Data.
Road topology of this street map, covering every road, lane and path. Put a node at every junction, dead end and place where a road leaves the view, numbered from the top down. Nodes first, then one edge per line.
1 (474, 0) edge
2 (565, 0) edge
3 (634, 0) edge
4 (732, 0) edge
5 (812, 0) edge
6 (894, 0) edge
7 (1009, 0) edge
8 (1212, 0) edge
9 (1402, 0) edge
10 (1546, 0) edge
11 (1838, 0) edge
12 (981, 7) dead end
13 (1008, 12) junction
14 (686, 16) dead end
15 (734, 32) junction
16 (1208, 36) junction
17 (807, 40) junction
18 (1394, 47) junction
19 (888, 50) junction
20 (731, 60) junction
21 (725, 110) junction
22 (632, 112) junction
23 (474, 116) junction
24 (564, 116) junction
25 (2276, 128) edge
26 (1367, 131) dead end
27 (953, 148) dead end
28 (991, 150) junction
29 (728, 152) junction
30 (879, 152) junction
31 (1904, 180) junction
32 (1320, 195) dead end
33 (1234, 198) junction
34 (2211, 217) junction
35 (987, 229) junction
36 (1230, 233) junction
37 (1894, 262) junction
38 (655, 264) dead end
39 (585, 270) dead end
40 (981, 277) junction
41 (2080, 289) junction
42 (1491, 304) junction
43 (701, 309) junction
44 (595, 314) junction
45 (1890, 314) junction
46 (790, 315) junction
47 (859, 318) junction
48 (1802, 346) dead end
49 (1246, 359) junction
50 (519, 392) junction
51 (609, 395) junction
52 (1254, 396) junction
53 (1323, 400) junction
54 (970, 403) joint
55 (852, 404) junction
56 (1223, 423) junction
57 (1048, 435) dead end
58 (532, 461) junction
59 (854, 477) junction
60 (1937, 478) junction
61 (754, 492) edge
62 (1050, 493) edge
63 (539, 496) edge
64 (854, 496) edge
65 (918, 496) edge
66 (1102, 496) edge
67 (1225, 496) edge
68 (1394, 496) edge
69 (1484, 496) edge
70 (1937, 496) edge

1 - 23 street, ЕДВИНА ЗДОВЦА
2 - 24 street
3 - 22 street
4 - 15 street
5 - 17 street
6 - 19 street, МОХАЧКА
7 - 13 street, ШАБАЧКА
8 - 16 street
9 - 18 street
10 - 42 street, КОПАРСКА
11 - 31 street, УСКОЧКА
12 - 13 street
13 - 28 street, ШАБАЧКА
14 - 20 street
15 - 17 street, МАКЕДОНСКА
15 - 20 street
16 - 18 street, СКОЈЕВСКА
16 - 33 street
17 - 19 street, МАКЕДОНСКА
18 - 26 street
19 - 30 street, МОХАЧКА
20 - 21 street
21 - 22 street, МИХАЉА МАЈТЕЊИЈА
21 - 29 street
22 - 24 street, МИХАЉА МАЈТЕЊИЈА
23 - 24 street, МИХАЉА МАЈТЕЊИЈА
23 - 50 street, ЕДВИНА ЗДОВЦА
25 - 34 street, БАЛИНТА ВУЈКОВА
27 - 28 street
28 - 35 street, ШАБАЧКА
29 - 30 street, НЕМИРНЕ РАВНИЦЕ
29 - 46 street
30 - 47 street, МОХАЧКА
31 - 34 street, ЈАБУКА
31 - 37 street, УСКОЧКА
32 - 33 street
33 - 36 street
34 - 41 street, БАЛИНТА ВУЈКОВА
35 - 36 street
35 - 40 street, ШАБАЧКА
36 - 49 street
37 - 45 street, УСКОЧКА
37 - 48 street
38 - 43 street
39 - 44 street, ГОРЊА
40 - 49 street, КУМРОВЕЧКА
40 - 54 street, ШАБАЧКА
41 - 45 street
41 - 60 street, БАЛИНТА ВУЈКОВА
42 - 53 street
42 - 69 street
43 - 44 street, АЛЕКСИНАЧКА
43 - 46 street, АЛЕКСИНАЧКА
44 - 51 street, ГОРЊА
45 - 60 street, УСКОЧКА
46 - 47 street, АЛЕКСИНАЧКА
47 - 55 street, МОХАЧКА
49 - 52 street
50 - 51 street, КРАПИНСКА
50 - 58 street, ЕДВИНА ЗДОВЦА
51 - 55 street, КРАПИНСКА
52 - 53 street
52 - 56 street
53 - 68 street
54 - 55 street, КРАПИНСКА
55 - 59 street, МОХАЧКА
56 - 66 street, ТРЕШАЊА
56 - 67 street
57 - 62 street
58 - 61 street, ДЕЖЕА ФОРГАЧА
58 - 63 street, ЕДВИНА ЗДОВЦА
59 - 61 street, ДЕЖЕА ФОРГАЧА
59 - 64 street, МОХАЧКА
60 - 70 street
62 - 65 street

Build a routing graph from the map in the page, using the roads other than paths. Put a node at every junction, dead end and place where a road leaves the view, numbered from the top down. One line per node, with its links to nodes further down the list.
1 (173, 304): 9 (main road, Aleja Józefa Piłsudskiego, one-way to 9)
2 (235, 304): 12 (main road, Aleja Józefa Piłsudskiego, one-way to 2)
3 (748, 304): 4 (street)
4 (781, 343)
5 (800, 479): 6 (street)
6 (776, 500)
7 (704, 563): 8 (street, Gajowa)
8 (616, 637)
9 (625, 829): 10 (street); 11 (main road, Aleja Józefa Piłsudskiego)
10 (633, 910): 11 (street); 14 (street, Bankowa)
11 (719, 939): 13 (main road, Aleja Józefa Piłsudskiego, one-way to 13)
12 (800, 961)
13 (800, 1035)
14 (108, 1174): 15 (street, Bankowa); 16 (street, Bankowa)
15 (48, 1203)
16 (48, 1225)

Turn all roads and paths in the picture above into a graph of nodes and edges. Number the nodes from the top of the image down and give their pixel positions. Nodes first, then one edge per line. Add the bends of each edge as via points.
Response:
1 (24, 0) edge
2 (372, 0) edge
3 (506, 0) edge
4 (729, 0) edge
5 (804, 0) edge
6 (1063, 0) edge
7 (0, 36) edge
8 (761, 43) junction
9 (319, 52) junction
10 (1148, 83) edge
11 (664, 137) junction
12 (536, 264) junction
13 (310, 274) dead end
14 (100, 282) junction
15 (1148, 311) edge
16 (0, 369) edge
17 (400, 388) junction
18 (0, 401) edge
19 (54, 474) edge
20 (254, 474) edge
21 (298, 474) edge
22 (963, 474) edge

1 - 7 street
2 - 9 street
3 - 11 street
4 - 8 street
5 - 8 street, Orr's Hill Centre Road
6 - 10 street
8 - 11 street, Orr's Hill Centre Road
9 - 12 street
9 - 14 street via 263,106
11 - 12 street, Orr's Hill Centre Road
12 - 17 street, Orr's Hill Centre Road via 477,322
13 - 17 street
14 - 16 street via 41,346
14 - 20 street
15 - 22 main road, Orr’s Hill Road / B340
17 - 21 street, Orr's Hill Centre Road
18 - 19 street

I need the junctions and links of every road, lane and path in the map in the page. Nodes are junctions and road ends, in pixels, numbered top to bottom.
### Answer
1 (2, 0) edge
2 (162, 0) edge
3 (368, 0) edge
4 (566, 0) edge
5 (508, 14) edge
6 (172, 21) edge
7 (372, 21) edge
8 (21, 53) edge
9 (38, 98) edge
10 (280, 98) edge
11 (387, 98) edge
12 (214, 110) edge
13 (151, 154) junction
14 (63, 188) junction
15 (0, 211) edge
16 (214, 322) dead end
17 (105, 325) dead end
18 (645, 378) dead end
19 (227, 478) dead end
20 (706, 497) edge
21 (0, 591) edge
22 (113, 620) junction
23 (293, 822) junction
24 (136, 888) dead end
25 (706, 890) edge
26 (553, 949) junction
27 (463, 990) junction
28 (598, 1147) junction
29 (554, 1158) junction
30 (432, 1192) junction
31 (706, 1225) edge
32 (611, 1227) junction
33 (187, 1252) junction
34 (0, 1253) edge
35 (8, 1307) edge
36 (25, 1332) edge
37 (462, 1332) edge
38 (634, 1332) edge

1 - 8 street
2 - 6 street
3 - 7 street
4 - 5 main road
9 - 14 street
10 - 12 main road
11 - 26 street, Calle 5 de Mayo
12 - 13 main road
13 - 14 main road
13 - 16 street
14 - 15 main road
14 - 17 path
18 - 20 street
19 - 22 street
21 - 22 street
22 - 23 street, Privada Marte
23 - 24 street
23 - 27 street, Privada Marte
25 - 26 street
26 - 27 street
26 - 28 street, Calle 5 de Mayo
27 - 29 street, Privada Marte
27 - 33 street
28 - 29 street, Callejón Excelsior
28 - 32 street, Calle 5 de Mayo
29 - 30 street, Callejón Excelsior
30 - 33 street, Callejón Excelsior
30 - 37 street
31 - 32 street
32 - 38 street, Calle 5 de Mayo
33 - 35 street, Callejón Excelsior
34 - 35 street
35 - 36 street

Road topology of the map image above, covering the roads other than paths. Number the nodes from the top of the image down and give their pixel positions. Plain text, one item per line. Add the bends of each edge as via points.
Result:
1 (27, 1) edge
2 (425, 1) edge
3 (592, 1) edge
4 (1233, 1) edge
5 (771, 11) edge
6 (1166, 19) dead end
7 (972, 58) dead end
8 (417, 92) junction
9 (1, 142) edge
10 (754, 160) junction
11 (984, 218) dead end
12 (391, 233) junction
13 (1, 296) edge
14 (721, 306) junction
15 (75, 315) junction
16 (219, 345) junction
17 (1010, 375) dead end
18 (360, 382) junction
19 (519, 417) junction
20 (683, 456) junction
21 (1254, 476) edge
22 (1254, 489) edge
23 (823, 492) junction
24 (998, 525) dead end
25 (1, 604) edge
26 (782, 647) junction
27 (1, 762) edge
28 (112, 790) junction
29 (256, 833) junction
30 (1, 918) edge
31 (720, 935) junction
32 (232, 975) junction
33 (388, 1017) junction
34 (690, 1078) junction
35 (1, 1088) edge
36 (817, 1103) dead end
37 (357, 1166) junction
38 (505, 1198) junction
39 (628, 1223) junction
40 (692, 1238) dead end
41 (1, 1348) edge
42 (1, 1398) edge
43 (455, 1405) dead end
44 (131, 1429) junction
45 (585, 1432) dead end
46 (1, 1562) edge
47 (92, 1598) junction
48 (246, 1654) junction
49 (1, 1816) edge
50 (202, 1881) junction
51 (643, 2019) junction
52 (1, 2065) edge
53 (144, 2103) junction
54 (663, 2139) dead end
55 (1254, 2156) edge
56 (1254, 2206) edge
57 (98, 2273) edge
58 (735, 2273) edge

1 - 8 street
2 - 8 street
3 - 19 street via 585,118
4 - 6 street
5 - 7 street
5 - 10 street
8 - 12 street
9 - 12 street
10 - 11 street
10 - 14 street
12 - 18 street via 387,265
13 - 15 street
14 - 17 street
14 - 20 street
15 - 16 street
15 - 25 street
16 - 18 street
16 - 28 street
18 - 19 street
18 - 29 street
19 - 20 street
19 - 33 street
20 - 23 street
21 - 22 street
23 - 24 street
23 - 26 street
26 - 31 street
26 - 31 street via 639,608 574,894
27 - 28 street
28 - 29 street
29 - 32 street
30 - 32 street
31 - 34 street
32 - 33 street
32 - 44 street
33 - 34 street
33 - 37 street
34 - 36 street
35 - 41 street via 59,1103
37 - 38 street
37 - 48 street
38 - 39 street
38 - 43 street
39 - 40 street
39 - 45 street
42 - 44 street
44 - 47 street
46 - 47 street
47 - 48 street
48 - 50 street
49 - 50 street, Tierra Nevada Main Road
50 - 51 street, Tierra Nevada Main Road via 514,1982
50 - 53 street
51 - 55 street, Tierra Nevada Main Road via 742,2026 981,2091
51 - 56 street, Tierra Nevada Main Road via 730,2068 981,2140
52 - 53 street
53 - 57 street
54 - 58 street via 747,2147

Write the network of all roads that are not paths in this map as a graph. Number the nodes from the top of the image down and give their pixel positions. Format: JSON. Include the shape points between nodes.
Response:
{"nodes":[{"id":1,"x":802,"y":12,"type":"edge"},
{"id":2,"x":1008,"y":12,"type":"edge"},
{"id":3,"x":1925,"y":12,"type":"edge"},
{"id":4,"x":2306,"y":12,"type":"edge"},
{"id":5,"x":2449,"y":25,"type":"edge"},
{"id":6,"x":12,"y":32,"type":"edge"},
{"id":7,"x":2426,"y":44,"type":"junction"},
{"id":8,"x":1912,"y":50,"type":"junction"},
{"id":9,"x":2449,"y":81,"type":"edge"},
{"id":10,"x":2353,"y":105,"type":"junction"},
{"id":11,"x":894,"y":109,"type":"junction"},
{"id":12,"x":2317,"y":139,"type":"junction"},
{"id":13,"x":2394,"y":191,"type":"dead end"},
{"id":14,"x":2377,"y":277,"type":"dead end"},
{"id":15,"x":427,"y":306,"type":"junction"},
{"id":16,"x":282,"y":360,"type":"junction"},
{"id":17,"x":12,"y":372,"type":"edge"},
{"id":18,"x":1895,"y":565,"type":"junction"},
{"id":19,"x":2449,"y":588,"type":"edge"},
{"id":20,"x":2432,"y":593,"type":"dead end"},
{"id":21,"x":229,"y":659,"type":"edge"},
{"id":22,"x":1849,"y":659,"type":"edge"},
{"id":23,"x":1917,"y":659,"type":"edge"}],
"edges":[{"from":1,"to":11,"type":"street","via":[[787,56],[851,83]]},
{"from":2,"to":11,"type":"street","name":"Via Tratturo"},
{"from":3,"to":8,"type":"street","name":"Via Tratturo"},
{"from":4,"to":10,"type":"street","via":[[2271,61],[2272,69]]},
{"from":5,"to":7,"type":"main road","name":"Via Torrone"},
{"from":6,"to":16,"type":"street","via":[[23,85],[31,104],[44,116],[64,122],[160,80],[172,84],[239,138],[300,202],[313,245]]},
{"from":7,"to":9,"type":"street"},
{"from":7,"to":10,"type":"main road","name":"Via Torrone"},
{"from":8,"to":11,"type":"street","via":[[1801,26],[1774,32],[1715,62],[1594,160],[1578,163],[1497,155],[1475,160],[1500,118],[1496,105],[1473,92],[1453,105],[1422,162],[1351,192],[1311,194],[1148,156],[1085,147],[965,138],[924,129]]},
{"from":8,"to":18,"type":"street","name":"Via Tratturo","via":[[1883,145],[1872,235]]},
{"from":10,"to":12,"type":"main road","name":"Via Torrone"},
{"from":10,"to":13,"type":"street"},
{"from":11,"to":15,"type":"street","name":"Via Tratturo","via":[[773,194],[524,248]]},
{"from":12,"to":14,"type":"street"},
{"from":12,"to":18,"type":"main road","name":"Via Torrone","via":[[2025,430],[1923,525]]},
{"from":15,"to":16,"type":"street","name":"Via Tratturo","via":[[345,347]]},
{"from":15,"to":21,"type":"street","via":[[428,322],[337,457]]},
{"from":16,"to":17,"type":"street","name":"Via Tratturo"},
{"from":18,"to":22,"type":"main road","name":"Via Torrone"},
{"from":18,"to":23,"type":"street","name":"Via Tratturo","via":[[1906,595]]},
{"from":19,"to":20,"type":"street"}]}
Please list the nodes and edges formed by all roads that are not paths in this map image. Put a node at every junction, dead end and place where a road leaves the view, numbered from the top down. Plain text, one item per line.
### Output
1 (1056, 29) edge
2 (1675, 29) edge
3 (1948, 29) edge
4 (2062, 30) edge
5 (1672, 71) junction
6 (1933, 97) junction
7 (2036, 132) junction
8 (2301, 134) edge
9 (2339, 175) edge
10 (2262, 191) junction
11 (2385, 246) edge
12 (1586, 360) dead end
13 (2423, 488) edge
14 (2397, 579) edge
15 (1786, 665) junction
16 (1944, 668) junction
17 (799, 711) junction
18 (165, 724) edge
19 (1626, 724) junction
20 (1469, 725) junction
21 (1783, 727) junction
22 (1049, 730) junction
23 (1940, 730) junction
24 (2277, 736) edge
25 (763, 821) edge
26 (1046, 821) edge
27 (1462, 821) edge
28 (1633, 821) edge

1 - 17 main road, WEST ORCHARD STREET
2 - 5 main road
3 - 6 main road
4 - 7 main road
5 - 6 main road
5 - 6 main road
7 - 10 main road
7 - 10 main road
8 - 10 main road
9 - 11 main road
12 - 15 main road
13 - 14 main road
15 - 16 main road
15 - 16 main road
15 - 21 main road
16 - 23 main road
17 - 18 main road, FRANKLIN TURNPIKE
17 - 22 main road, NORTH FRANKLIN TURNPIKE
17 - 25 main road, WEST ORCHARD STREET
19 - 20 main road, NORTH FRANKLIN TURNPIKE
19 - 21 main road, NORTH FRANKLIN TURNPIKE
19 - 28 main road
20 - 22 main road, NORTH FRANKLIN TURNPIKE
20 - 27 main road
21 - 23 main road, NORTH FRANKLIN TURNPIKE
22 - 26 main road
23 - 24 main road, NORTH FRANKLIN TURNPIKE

Problem requirements. A verbatim transcription is needed of the lines above, starting at the line with "Turn all roads" and ending at the line with "I need the junctions", both included, and of nothing else.

Result of this exercise.
Turn all roads and paths in the picture above into a graph of nodes and edges. Number the nodes from the top of the image down and give their pixel positions. Nodes first, then one edge per line. Add the bends of each edge as via points.
Response:
1 (24, 0) edge
2 (372, 0) edge
3 (506, 0) edge
4 (729, 0) edge
5 (804, 0) edge
6 (1063, 0) edge
7 (0, 36) edge
8 (761, 43) junction
9 (319, 52) junction
10 (1148, 83) edge
11 (664, 137) junction
12 (536, 264) junction
13 (310, 274) dead end
14 (100, 282) junction
15 (1148, 311) edge
16 (0, 369) edge
17 (400, 388) junction
18 (0, 401) edge
19 (54, 474) edge
20 (254, 474) edge
21 (298, 474) edge
22 (963, 474) edge

1 - 7 street
2 - 9 street
3 - 11 street
4 - 8 street
5 - 8 street, Orr's Hill Centre Road
6 - 10 street
8 - 11 street, Orr's Hill Centre Road
9 - 12 street
9 - 14 street via 263,106
11 - 12 street, Orr's Hill Centre Road
12 - 17 street, Orr's Hill Centre Road via 477,322
13 - 17 street
14 - 16 street via 41,346
14 - 20 street
15 - 22 main road, Orr’s Hill Road / B340
17 - 21 street, Orr's Hill Centre Road
18 - 19 street

I need the junctions and links of every road, lane and path in the map in the page. Nodes are junctions and road ends, in pixels, numbered top to bottom.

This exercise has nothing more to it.